The Atlanta Journal-Constitution
Israeli troops withdraw from Gaza hospital ravaged by raid
Military claims 200 Hamas fighters killed in operation.
DEIR AL-BALAH, GAZA STRIP — The Israeli military withdrew from Gaza’s largest hospital early Monday after a two-week raid that engulfed the facility and surrounding districts in fighting. Video showed widespread devastation, with the facility’s main buildings reduced to burned-out husks.
The military has described the raid on Shifa Hospital as a major battlefield victory in the nearly six-month war and said its troops killed 200 militants in the operation, though the claim they were all militants could not be confirmed.
But the raid came at a time of mounting frustration in Israel, with tens of thousands protesting Sunday against Prime Minister Benjamin Netanyahu and demanding that he do more to bring home dozens of hostages held in Gaza. It was the largest anti-government demonstration in Israel since the start of the war.
The fighting around Shifa showed that Hamas can still put up resistance even in one of the hardest-hit areas. Israel said it had largely dismantled Hamas in northern Gaza and withdrew thousands of troops late last year.
The raid also gutted a hospital that had once been the heart of Gaza’s health system but which doctors and staff had struggled to get even partially operating again after a previous Israeli assault in November.

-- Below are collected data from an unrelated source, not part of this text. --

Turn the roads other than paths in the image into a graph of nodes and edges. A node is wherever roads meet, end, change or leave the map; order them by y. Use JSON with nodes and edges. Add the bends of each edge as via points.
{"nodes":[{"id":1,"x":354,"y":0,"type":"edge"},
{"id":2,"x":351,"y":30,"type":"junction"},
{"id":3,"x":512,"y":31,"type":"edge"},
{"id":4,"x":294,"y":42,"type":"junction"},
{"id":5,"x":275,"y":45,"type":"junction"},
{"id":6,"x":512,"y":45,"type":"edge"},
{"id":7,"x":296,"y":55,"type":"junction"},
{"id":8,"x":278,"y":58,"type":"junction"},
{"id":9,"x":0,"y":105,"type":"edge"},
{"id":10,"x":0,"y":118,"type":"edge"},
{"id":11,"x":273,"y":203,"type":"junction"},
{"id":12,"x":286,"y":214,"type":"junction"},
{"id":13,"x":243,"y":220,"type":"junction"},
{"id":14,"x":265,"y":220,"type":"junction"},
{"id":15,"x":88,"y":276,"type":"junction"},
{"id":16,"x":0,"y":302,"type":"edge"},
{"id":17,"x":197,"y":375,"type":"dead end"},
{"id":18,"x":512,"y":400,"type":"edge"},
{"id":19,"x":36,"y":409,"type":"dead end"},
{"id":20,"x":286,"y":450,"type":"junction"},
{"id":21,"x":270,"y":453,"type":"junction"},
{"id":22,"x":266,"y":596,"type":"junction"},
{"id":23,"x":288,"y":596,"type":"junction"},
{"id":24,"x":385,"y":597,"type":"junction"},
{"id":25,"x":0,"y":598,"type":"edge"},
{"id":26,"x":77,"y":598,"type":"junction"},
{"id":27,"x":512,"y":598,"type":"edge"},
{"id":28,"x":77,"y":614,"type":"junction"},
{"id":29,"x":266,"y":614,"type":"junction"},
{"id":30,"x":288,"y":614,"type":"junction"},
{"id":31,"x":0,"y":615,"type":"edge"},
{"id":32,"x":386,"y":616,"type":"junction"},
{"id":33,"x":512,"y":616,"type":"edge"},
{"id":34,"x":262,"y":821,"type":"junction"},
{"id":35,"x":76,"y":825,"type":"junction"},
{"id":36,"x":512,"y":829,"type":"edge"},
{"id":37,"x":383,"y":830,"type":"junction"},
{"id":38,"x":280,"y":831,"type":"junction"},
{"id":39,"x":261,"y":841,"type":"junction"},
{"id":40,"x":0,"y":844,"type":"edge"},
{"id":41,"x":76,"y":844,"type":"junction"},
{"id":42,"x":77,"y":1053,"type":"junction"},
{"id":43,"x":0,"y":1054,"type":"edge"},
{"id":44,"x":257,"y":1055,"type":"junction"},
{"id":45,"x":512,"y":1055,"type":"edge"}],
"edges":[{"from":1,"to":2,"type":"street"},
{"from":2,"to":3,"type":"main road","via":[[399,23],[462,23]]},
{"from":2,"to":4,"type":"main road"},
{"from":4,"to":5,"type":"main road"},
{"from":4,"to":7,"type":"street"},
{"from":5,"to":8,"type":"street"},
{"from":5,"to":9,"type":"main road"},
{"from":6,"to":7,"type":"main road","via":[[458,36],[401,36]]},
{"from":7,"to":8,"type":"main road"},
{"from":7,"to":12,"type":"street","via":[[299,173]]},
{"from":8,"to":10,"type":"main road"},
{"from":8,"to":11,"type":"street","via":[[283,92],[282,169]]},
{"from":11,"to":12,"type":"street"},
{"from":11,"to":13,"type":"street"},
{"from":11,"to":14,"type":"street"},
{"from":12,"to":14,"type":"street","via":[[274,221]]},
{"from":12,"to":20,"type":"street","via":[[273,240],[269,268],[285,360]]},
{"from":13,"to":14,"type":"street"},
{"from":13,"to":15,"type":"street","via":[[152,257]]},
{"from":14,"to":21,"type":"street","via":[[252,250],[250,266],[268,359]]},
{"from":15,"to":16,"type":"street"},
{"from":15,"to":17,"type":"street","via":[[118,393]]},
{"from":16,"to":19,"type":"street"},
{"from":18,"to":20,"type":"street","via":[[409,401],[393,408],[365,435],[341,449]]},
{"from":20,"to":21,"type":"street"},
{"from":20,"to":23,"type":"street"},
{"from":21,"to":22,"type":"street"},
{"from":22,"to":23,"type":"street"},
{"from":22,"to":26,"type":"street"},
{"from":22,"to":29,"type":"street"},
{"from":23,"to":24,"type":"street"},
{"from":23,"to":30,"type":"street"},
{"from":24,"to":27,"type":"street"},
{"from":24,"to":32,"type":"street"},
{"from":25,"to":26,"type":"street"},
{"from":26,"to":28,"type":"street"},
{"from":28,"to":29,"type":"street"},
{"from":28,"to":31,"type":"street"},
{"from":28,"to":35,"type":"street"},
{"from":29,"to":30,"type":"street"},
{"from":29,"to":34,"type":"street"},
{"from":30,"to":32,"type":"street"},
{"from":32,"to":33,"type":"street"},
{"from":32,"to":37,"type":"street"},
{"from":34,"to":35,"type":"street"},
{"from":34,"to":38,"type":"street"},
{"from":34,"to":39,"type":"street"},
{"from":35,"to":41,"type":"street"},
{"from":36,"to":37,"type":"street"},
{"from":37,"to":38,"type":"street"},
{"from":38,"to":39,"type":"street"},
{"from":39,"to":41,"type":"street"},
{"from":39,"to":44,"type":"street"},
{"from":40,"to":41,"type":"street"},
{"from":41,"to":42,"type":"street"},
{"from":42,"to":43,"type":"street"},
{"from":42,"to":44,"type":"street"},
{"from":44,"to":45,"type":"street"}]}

Israel said it launched the latest raid on Shifa because senior Hamas operatives had regrouped there and were planning attacks. It identified six officials from Hamas’ military wing it said were killed inside the hospital during the raid. It also said it seized weapons and valuable intelligence.
The military said it killed 200 militants inside and outside Shifa, though it provided no evidence all were militants.
The raid triggered days of heavy fighting for blocks around Shifa, with witnesses reporting airstrikes, the shelling of homes and troops going house to house to force residents to leave.
After the troops withdrew, hundreds of Palestinians returned to search for lost loved ones or examine the damage.
Mohammed Mahdi, who was among those who returned to the area, described a scene of “total destruction.”
He said several buildings had been burned down and that he counted six bodies in the area, including two in the hospital courtyard, though it was not clear when they died.
Video footage circulating online showed the main buildings of Shifa charred and heavily damaged.
Several witnesses said army bulldozers had plowed up a mass grave that had been dug in November in Shifa’s courtyard, leaving many bodies exposed.
At least 21 patients died during the raid, World Health Organization Director-General Tedros Adhanom Ghebreyesus posted late Sunday on X, formerly Twitter.
He said over a hundred patients were still inside the compound during the operation, including four children, 28 critical patients and many who suffered from infected wounds and dehydration.
The military denied that its forces harmed any civilians inside the compound. Israel has accused Hamas of using hospitals for military purposes and has raided many hospitals across the territory.
Critics accuse the army of recklessly endangering civilians and of decimating a health sector already overwhelmed with wounded.